Schnecken statt Gans
Schon in der Ersten Republik galten die Weichtiere in Böhmen und Mähren als Spezialität – langsam kehren sie zurück
16. 12. 2015 - Text: Corinna AntonText: ca/čtk; Foto: APZ
Schneckenfleisch. Manche schüttelt es allein beim Gedanken daran, andere schätzen es als Delikatesse. In Tschechien kommen offenbar immer mehr Menschen auf den Geschmack der schleimigen Tiere. Dutzende Schneckenfarmen gibt es hierzulande, einige davon verarbeiten das Fleisch direkt zu Pastete und anderen Spezialitäten. Viele Betriebe exportierten jedoch den Großteil der Produktion, sagt Radek Koňárek – auch deshalb habe sich Barkona Snails, dessen Miteigentümer er ist, auf den heimischen Markt spezialisiert.

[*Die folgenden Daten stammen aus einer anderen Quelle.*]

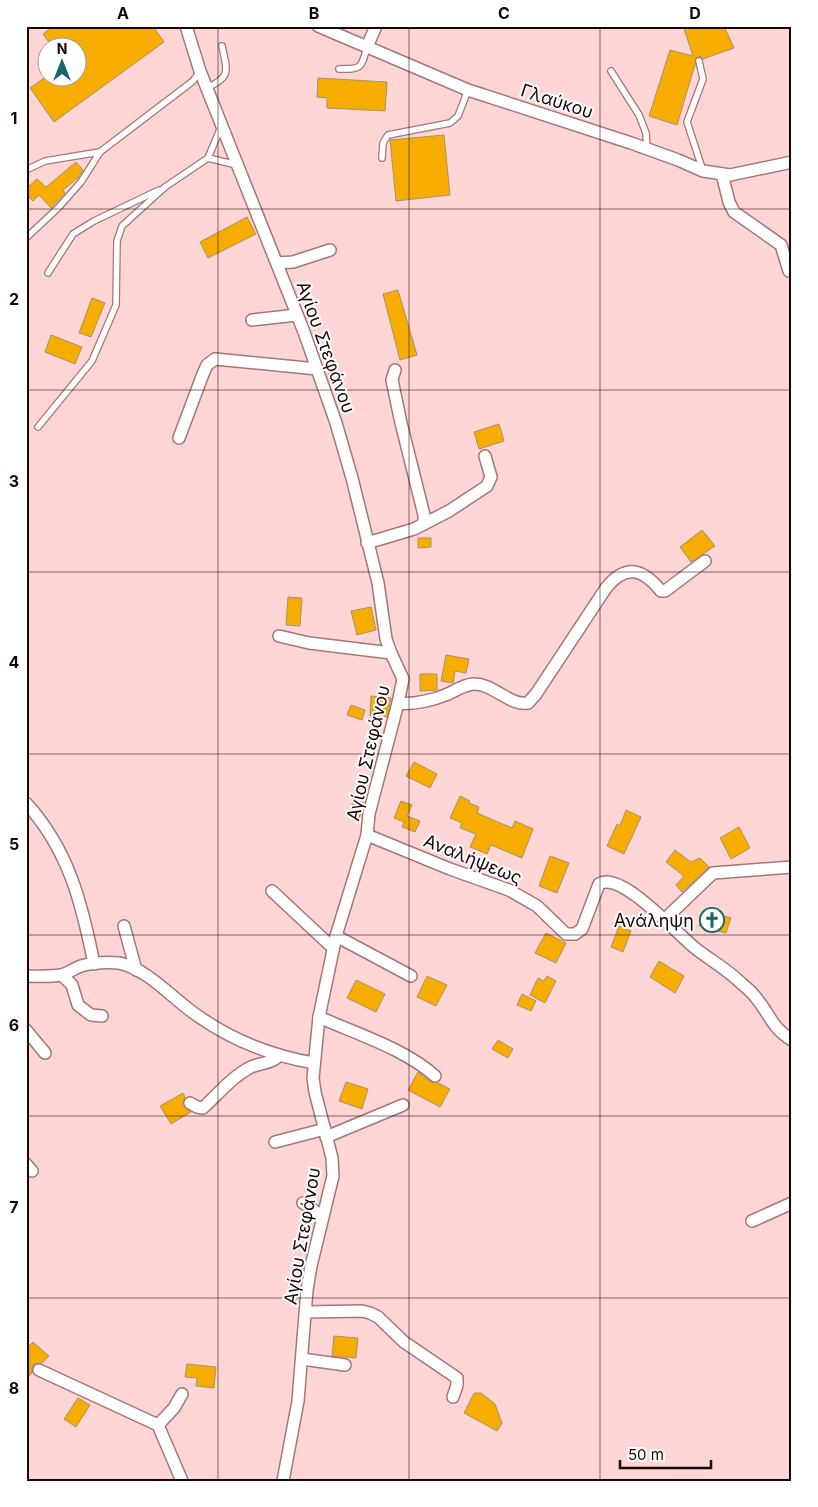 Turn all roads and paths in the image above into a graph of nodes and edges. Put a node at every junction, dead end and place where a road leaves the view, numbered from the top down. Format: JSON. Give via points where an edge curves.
{"nodes":[{"id":1,"x":186,"y":26,"type":"edge"},
{"id":2,"x":318,"y":26,"type":"edge"},
{"id":3,"x":376,"y":26,"type":"edge"},
{"id":4,"x":222,"y":46,"type":"dead end"},
{"id":5,"x":367,"y":47,"type":"junction"},
{"id":6,"x":700,"y":61,"type":"dead end"},
{"id":7,"x":339,"y":69,"type":"dead end"},
{"id":8,"x":200,"y":71,"type":"junction"},
{"id":9,"x":611,"y":71,"type":"dead end"},
{"id":10,"x":207,"y":88,"type":"junction"},
{"id":11,"x":468,"y":90,"type":"junction"},
{"id":12,"x":222,"y":125,"type":"junction"},
{"id":13,"x":647,"y":148,"type":"junction"},
{"id":14,"x":100,"y":152,"type":"junction"},
{"id":15,"x":208,"y":158,"type":"junction"},
{"id":16,"x":382,"y":158,"type":"dead end"},
{"id":17,"x":792,"y":162,"type":"edge"},
{"id":18,"x":237,"y":165,"type":"junction"},
{"id":19,"x":26,"y":170,"type":"edge"},
{"id":20,"x":703,"y":171,"type":"junction"},
{"id":21,"x":722,"y":174,"type":"junction"},
{"id":22,"x":165,"y":187,"type":"junction"},
{"id":23,"x":26,"y":238,"type":"edge"},
{"id":24,"x":330,"y":250,"type":"dead end"},
{"id":25,"x":277,"y":263,"type":"junction"},
{"id":26,"x":789,"y":271,"type":"dead end"},
{"id":27,"x":48,"y":273,"type":"dead end"},
{"id":28,"x":297,"y":315,"type":"junction"},
{"id":29,"x":252,"y":320,"type":"dead end"},
{"id":30,"x":317,"y":369,"type":"junction"},
{"id":31,"x":395,"y":370,"type":"dead end"},
{"id":32,"x":38,"y":427,"type":"dead end"},
{"id":33,"x":179,"y":438,"type":"dead end"},
{"id":34,"x":485,"y":456,"type":"dead end"},
{"id":35,"x":424,"y":522,"type":"junction"},
{"id":36,"x":367,"y":543,"type":"junction"},
{"id":37,"x":705,"y":561,"type":"dead end"},
{"id":38,"x":279,"y":636,"type":"dead end"},
{"id":39,"x":391,"y":653,"type":"junction"},
{"id":40,"x":398,"y":703,"type":"junction"},
{"id":41,"x":26,"y":803,"type":"edge"},
{"id":42,"x":367,"y":836,"type":"junction"},
{"id":43,"x":792,"y":867,"type":"edge"},
{"id":44,"x":272,"y":891,"type":"dead end"},
{"id":45,"x":665,"y":919,"type":"junction"},
{"id":46,"x":124,"y":926,"type":"dead end"},
{"id":47,"x":336,"y":936,"type":"junction"},
{"id":48,"x":333,"y":948,"type":"junction"},
{"id":49,"x":94,"y":964,"type":"junction"},
{"id":50,"x":136,"y":970,"type":"junction"},
{"id":51,"x":62,"y":975,"type":"junction"},
{"id":52,"x":26,"y":976,"type":"edge"},
{"id":53,"x":411,"y":976,"type":"dead end"},
{"id":54,"x":102,"y":1016,"type":"dead end"},
{"id":55,"x":319,"y":1018,"type":"junction"},
{"id":56,"x":26,"y":1030,"type":"edge"},
{"id":57,"x":792,"y":1040,"type":"edge"},
{"id":58,"x":45,"y":1053,"type":"dead end"},
{"id":59,"x":279,"y":1055,"type":"junction"},
{"id":60,"x":314,"y":1063,"type":"junction"},
{"id":61,"x":435,"y":1076,"type":"dead end"},
{"id":62,"x":190,"y":1103,"type":"dead end"},
{"id":63,"x":403,"y":1106,"type":"dead end"},
{"id":64,"x":326,"y":1133,"type":"junction"},
{"id":65,"x":275,"y":1142,"type":"dead end"},
{"id":66,"x":304,"y":1203,"type":"dead end"},
{"id":67,"x":792,"y":1203,"type":"edge"},
{"id":68,"x":323,"y":1215,"type":"junction"},
{"id":69,"x":752,"y":1221,"type":"dead end"},
{"id":70,"x":306,"y":1312,"type":"junction"},
{"id":71,"x":302,"y":1359,"type":"junction"},
{"id":72,"x":345,"y":1365,"type":"dead end"},
{"id":73,"x":39,"y":1370,"type":"dead end"},
{"id":74,"x":182,"y":1394,"type":"dead end"},
{"id":75,"x":453,"y":1397,"type":"dead end"},
{"id":76,"x":158,"y":1425,"type":"junction"},
{"id":77,"x":182,"y":1481,"type":"edge"},
{"id":78,"x":283,"y":1481,"type":"edge"}],
"edges":[{"from":1,"to":8,"type":"street","name":"Αγίου Στεφάνου"},
{"from":2,"to":5,"type":"street","name":"Γλαύκου"},
{"from":3,"to":5,"type":"street"},
{"from":4,"to":10,"type":"lane","via":[[226,75],[222,81]]},
{"from":5,"to":7,"type":"lane","via":[[362,64],[356,69]]},
{"from":5,"to":11,"type":"street","name":"Γλαύκου"},
{"from":6,"to":20,"type":"lane","via":[[703,79],[687,122]]},
{"from":8,"to":10,"type":"street","name":"Αγίου Στεφάνου"},
{"from":8,"to":14,"type":"lane","via":[[193,81]]},
{"from":9,"to":13,"type":"lane","via":[[639,115],[646,133]]},
{"from":10,"to":12,"type":"street","name":"Αγίου Στεφάνου"},
{"from":11,"to":13,"type":"street","name":"Γλαύκου"},
{"from":11,"to":16,"type":"lane","via":[[458,116],[450,123],[388,135],[383,143]]},
{"from":12,"to":15,"type":"lane"},
{"from":12,"to":18,"type":"street","name":"Αγίου Στεφάνου"},
{"from":13,"to":20,"type":"street","name":"Γλαύκου"},
{"from":14,"to":19,"type":"lane","via":[[45,161]]},
{"from":14,"to":23,"type":"lane","via":[[58,208]]},
{"from":15,"to":18,"type":"lane"},
{"from":15,"to":22,"type":"lane"},
{"from":17,"to":21,"type":"street","name":"Γλαύκου","via":[[738,174]]},
{"from":18,"to":25,"type":"street","name":"Αγίου Στεφάνου"},
{"from":20,"to":21,"type":"street","name":"Γλαύκου"},
{"from":21,"to":26,"type":"street","via":[[734,212],[781,245]]},
{"from":22,"to":27,"type":"lane","via":[[73,234]]},
{"from":22,"to":32,"type":"lane","via":[[122,226],[117,241],[116,305],[92,361]]},
{"from":24,"to":25,"type":"street","via":[[294,262]]},
{"from":25,"to":28,"type":"street","name":"Αγίου Στεφάνου"},
{"from":28,"to":29,"type":"street"},
{"from":28,"to":30,"type":"street","name":"Αγίου Στεφάνου"},
{"from":30,"to":33,"type":"street","via":[[215,359],[207,365]]},
{"from":30,"to":36,"type":"street","name":"Αγίου Στεφάνου","via":[[345,455]]},
{"from":31,"to":35,"type":"street","via":[[392,380]]},
{"from":34,"to":35,"type":"street","via":[[490,477],[487,486],[449,511]]},
{"from":35,"to":36,"type":"street"},
{"from":36,"to":39,"type":"street","name":"Αγίου Στεφάνου"},
{"from":37,"to":40,"type":"street","via":[[665,591],[639,572],[613,580],[528,703],[520,703],[474,684],[442,696]]},
{"from":38,"to":39,"type":"street"},
{"from":39,"to":40,"type":"street","name":"Αγίου Στεφάνου","via":[[403,679]]},
{"from":40,"to":42,"type":"street","name":"Αγίου Στεφάνου","via":[[369,814]]},
{"from":41,"to":49,"type":"street","via":[[48,829],[69,872],[83,910]]},
{"from":42,"to":45,"type":"street","name":"Αναλήψεως","via":[[510,890],[537,906],[566,934],[575,934],[582,929],[597,889],[604,882],[613,883],[634,895]]},
{"from":42,"to":47,"type":"street","name":"Αγίου Στεφάνου"},
{"from":43,"to":45,"type":"street","via":[[714,872]]},
{"from":44,"to":48,"type":"street"},
{"from":45,"to":57,"type":"street","name":"Αναλήψεως","via":[[694,947],[741,982],[758,999],[775,1026]]},
{"from":46,"to":50,"type":"street"},
{"from":47,"to":48,"type":"street","name":"Αγίου Στεφάνου"},
{"from":47,"to":53,"type":"street"},
{"from":48,"to":55,"type":"street","name":"Αγίου Στεφάνου"},
{"from":49,"to":50,"type":"street","via":[[119,963]]},
{"from":49,"to":51,"type":"street"},
{"from":50,"to":59,"type":"street","via":[[212,1026]]},
{"from":51,"to":52,"type":"street"},
{"from":51,"to":54,"type":"street","via":[[72,985],[78,1005],[91,1015]]},
{"from":55,"to":60,"type":"street","name":"Αγίου Στεφάνου"},
{"from":55,"to":61,"type":"street","via":[[406,1055]]},
{"from":56,"to":58,"type":"street"},
{"from":59,"to":60,"type":"street"},
{"from":59,"to":62,"type":"street","via":[[236,1078],[203,1108]]},
{"from":60,"to":64,"type":"street","name":"Αγίου Στεφάνου","via":[[314,1084]]},
{"from":63,"to":64,"type":"street"},
{"from":64,"to":65,"type":"street"},
{"from":64,"to":68,"type":"street","name":"Αγίου Στεφάνου","via":[[333,1176]]},
{"from":66,"to":68,"type":"street"},
{"from":67,"to":69,"type":"street"},
{"from":68,"to":70,"type":"street","name":"Αγίου Στεφάνου","via":[[311,1266]]},
{"from":70,"to":71,"type":"street","name":"Αγίου Στεφάνου"},
{"from":70,"to":75,"type":"street","via":[[362,1312],[378,1317],[404,1342],[457,1378]]},
{"from":71,"to":72,"type":"street"},
{"from":71,"to":78,"type":"street","name":"Αγίου Στεφάνου"},
{"from":73,"to":76,"type":"street"},
{"from":74,"to":76,"type":"street"},
{"from":76,"to":77,"type":"street"}]}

Auf die Idee, Schnecken professionell zu züchten, kam Koňárek vor ein paar Jahren, als er für seine Kinder ein Schneckenterrarium baute. „Sie haben sich exponentiell vermehrt“, erinnert sich Koňárek. Er informierte sich über Schneckenkaviar und begann mit der Zucht der Helix aspersa maxima, einer Unterart der Gefleckten Weinbergschnecke.
Seit etwa einem Jahr betreibt das Unternehmen nun die Schneckenfarm am Stadtrand von Olomouc. Die Nachfrage in Tschechien steigt, vor allem in der Vorweihnachtszeit bekommen die Züchter immer mehr Bestellungen. Koňárek führt das auf Festivals und Bauernmärkte zurück, auf denen Hersteller den Kunden ihre Produkte direkt anpreisen können, aber auch auf eine wiederentdeckte Tradition. Delikatessen aus Schneckenfleisch hätten bereits zur Zeit der Ersten Republik in mancher Familie zum festlich geschmückten Weihnachtstisch gehört. Noch früher hielt die Schriftstellerin Magdalena Dobromila Rettigová (1785–1845) Rezepte mit Schnecken in ihrem Buch „Altböhmische Kochkunst“ fest.

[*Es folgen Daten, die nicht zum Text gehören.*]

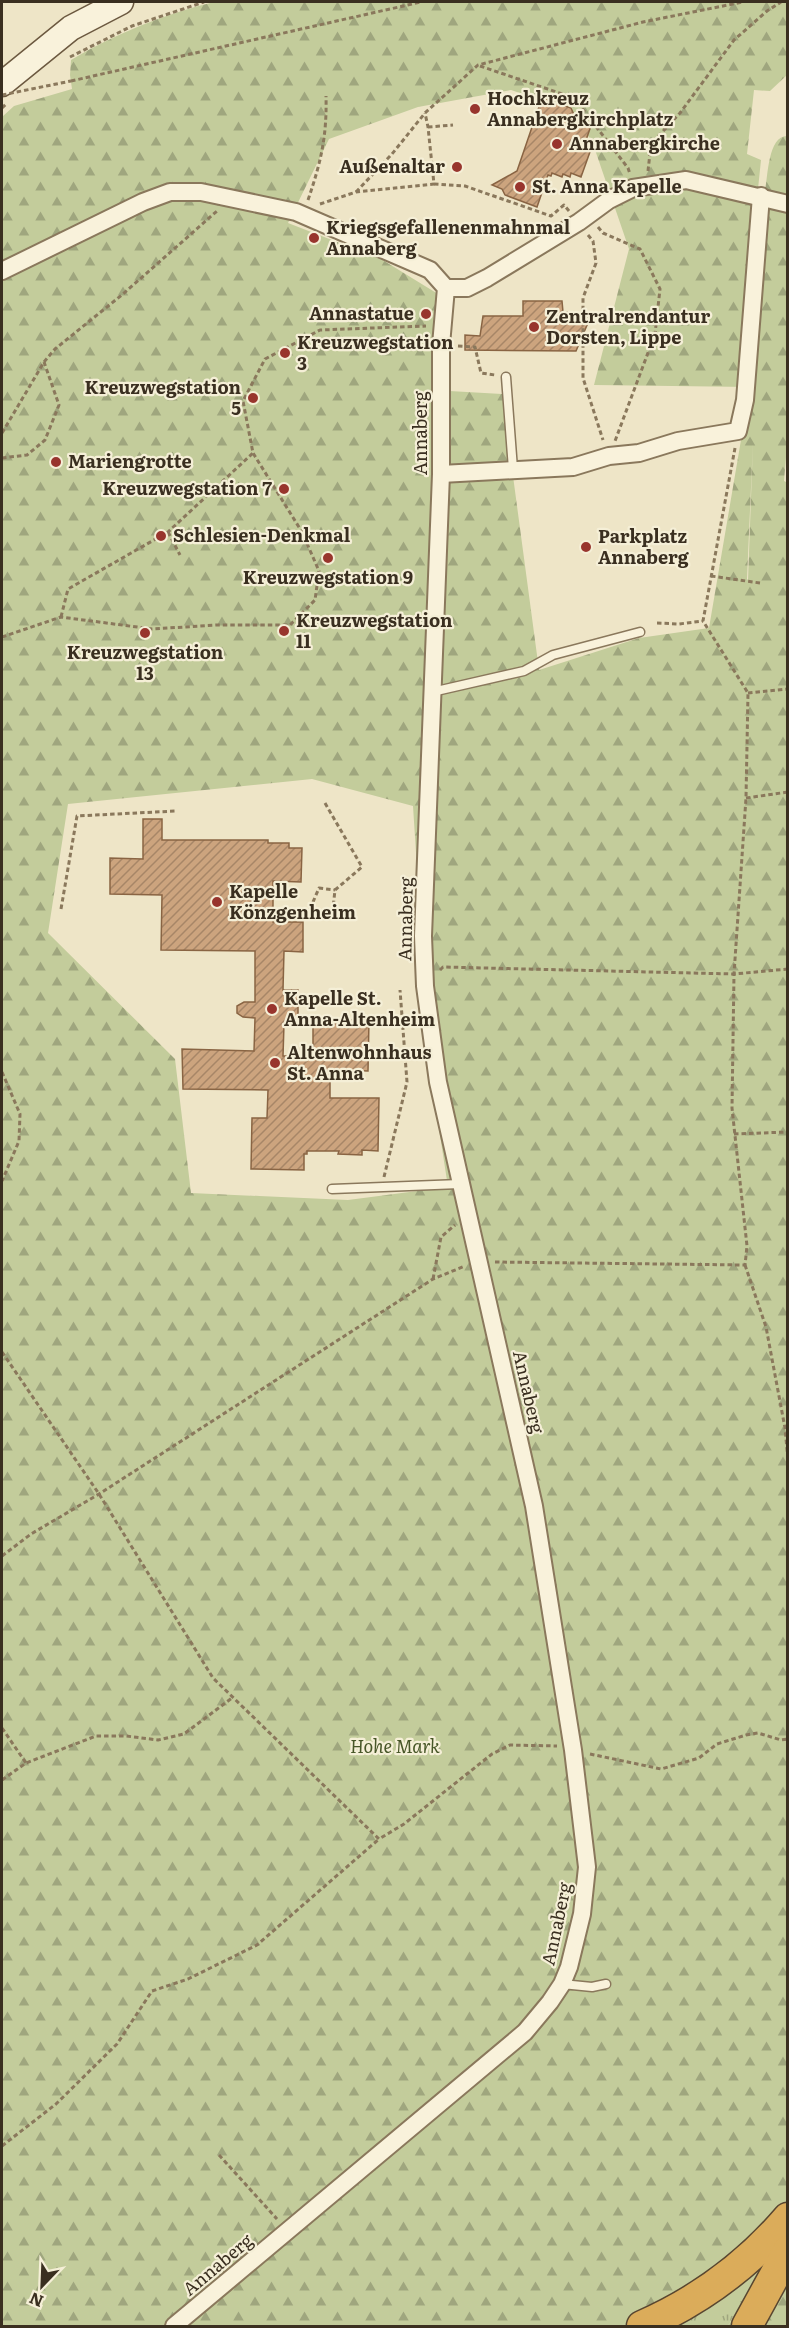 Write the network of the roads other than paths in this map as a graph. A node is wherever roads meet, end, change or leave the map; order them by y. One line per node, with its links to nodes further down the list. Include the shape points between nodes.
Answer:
1 (121, 2): 2 (main road, via 71,28)
2 (8, 82)
3 (761, 196): 4 (street); 6 (street, via 686,180 640,186 487,278 467,288); 8 (street, via 745,400 738,431 609,456 573,467)
4 (788, 204)
5 (2, 271): 6 (street, via 115,214 170,192 201,192 300,211 430,270)
6 (447, 288): 9 (street, Annaberg, via 441,345)
7 (506, 377): 8 (lane)
8 (513, 469): 9 (street)
9 (441, 474): 11 (street, Annaberg)
10 (640, 633): 11 (lane, via 553,656 524,671)
11 (432, 692): 12 (street, Annaberg, via 423,936 425,986 438,1082)
12 (460, 1184): 13 (lane); 14 (street, Annaberg, via 534,1506 573,1750 587,1867 586,1890 575,1950)
13 (332, 1189)
14 (562, 1984): 15 (lane); 18 (street, Annaberg, via 525,2032)
15 (606, 1984)
16 (788, 2218): 19 (highway, via 760,2248 704,2294)
17 (788, 2251): 20 (highway)
18 (174, 2326)
19 (642, 2326)
20 (747, 2326)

„Die Menschen kommen langsam wieder auf den Geschmack. Sie kaufen Schnecken zum Beispiel zu besonderen Anlässen wie Geburtstagen. Oder wenn sie ihre Liebsten mit etwas Besonderem überraschen wollen“, so Koňárek. Seinen Worten zufolge steigt auch die Zahl der Tschechen, die regelmäßig Schnecken verzehren. „Wir beobachten das an unserem Stand auf dem Weihnachtsmarkt in Olomouc, den wir dieses Jahr zum zweiten Mal betreiben. Nach anfänglichen Bedenken kommen die Leute immer wieder.“
Barkona Snails kaufte in den vergangenen zwölf Monaten etwa 100.000 Weinbergschnecken und verarbeitete sie zu „Delikatessen“. Außerdem züchtet das Unternehmen auf seiner Farm tausende afrikanische Schnecken, aus deren Eiern es Kaviar herstellt. Bisher vermarktet es die gesamte Produktion im Inland. Die Firma beliefert Restaurants, Weinhändler und Feinkostläden und bietet ihre Waren übers Internet an. Zwölf Schnecken in Gemüsebrühe gibt es zum Beispiel für 129 Kronen (knapp fünf Euro), 60 Schnecken Burgunder Art für 719 Kronen (knapp 27 Euro). Wer es traditionell tschechisch mag, der bekommt auf den Weihnachtsmärkten in Brünn und Olomouc Schneckensuppe mit Schneckenknödeln.
Ob die Tschechen nun wohl zu begeisterten Schneckenessern werden, am Ende sogar den Franzosen Konkurrenz machen? Koňárek teilt seine Landsleute in drei Gruppen ein, wenn es um ihr Verhältnis zum Verzehr von Schnecken geht. „Die erste Gruppe lehnt Schneckenfleisch von vornherein ab. Dann gibt es Leute, die es lieben. Und am größten ist die Gruppe derer, die Hemmungen haben und nicht wissen, ob sie mal probieren sollten oder nicht.“ Entscheiden sie sich schließlich dafür, meint der Geschäftsmann, dann sei „die große Mehrheit entzückt“ vom Geschmack der schleimigen Weichtiere.